Regulating unproven medicines a sore point even before COVID-19
People who offer complementary medicine and companies that profit from their use are opposed to new guidelines intended to protect patients.
The death of a 23 year old man at a music festival has renewed calls for pill testing. (AAP image).
More than 18 months ago, the Medical Board of Australia began consulting on options for clearer regulation of medical practitioners who provide complementary and unconventional medicine and emerging treatments.
It followed long-held concerns from the medical establishment that some practitioners were providing false hope through medicines, therapies and treatments that had not been sufficiently studied or otherwise found wanting. The biggest concern was that vulnerable patients would eschew conventional treatments, for example people terminally ill with cancer looking for a more natural cure instead, and possibly die as a result.
The board gave two options: retaining the status quo; or, its preferred option, the introduction of targeted guidelines.
“For consumers this should include improved safeguards and access to better information while still enabling choice,” the board said at the time.
“For medical practitioners, there would be clear, nationally consistent guidance about the Board’s expectations of medical practitioners in relation to the provision of complementary and unconventional medicine and emerging treatments. While some medical practitioners would need to review their processes and practices, the guidelines are expected to have a minimal regulatory impost.”
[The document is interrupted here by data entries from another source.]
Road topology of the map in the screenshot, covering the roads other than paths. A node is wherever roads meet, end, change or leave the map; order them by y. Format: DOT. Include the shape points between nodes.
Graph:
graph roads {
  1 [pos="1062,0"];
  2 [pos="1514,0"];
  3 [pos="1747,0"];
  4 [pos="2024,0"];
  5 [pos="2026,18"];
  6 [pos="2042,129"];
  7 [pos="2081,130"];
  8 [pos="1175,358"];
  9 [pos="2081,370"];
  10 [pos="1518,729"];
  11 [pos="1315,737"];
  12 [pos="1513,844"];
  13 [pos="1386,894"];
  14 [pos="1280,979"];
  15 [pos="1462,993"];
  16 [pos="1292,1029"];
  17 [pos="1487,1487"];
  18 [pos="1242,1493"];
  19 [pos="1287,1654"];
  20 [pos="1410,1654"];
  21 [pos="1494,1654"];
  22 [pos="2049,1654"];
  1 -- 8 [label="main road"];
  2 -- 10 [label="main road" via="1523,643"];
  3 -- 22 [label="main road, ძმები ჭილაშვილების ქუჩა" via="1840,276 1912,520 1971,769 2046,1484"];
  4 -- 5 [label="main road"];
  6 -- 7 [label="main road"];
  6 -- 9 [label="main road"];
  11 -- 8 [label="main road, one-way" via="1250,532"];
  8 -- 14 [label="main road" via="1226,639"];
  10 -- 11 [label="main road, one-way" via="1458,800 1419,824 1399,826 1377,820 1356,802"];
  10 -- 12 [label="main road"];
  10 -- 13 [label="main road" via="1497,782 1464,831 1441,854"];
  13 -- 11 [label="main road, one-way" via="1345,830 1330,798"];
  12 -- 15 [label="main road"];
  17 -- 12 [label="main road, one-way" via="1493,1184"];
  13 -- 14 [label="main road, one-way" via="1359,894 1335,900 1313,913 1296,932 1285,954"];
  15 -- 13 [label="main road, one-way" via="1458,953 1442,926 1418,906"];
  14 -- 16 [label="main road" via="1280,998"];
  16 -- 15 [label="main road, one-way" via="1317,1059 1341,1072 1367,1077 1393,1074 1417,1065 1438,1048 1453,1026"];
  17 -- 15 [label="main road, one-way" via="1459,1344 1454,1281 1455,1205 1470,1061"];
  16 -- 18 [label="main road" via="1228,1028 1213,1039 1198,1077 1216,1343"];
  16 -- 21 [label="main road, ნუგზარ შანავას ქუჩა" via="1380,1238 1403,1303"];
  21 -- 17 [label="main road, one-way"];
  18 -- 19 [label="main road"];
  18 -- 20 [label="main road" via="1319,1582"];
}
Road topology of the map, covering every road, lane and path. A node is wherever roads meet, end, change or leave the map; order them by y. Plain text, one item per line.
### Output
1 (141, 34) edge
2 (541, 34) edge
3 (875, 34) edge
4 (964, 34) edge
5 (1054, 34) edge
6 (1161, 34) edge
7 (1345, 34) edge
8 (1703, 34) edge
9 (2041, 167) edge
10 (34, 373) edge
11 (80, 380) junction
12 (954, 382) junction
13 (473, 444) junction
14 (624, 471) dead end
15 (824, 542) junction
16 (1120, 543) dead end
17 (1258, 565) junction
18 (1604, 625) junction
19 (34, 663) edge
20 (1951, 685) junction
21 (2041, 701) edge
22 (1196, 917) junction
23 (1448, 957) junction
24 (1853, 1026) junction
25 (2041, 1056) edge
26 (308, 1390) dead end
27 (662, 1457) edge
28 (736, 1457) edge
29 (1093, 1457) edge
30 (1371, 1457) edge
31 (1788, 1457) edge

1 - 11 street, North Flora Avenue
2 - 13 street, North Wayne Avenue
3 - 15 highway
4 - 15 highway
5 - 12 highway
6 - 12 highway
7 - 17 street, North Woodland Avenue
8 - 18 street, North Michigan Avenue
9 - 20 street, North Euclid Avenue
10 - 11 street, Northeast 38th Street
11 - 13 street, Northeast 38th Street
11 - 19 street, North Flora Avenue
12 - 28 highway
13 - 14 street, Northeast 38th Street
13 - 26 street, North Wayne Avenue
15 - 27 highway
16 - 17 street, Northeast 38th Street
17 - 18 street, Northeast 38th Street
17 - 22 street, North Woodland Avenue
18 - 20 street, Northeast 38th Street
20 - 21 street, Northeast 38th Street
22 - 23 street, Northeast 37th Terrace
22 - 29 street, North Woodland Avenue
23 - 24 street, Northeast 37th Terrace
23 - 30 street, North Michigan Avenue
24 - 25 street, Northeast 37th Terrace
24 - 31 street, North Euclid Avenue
In the months that followed, the board received, and last week published, almost 13,500 submissions – a record for a board consultation. Some were from organisations, many from individuals, and about 1200 were considered out-of-scope. There was also a degree of confusion about what was at stake – such as outright bans instead of specific guidelines – and who was conducting the review, with governments, ministers and the Australian Medical Association wrongly accused of meddling.
The AMA, for its part, found the proposed guidelines to be “clear and comprehensive” but suggested they needed fine-tuning, particularly around definitions.
The Royal Australian College of General Practitioners agreed, saying integrative medicine should be distinguished from “alternative, unconventional and experimental medicine and therapies”. The college reiterated the need for practitioners to be open about the evidence base and risks, and for patients to discuss their use of complementary therapies with their GP.
But the Australian Naturopathic Practitioners Association, National Institute of Complementary Medicine, and the Australasian Academy of Anti-Ageing Medicine all called for the status quo to remain. They, and others in the sector, argued patients would be worse off.
While the board noted that some submitters were under the mistaken belief that it wanted to ban practitioners from recommending vitamins, for example, it still met opposition from corporate giant Blackmores.
The Federal Government has already, controversially, rejected calls to better regulate pharmacies where prescription drugs are sold alongside vitamins and supplements not required to meet the same standards.
Blackmores argued the board’s intervention would have a “very negative outcome for the health, wellbeing and freedom of choice of Australians”.
“The proposal would see a split between conventional doctors and integrative medicine doctors,” Blackmores stated in its submission.
“It would sanction doctors who use safe and effective integrative medicine in their day-to-day practice. Integrative medicine doctors combine quality conventional medicine with safe and effective complementary medicine to improve health and reduce unnecessary medical treatments.
“They embrace prevention as a first principle of healthcare, help manage complex illness and care for patients for whom conventional medicine has not assisted.”
The board was supported by another regulator, the Therapeutic Goods Administration, which has long called for practitioners and patients to be better education about complementary medicines.
In its submission, the TGA noted there were already low-risk complementary medicines and unconventional treatments in use, and suggested the board offer more stringent guidance in relation to higher risk interventions.
“At the moment it is a little generic,” the TGA argued, before suggesting an area that could benefit from more guidance.
“There could be more specific discussion of the challenging situation that medicinal cannabis has exposed for prescribers – unapproved medicines (obtained through Special Access Schemes), variable evidence for efficacy, strong pressure by some patient groups and individual patients for access to the products (with some seeing that it is a “right” to access a prescription substance).
“While the focus is on medicinal cannabis now, there will be other emerging treatments that will pose a very similar set of challenges for individual clinicians and for the Medical Board in the future.”
The board is considering the submissions.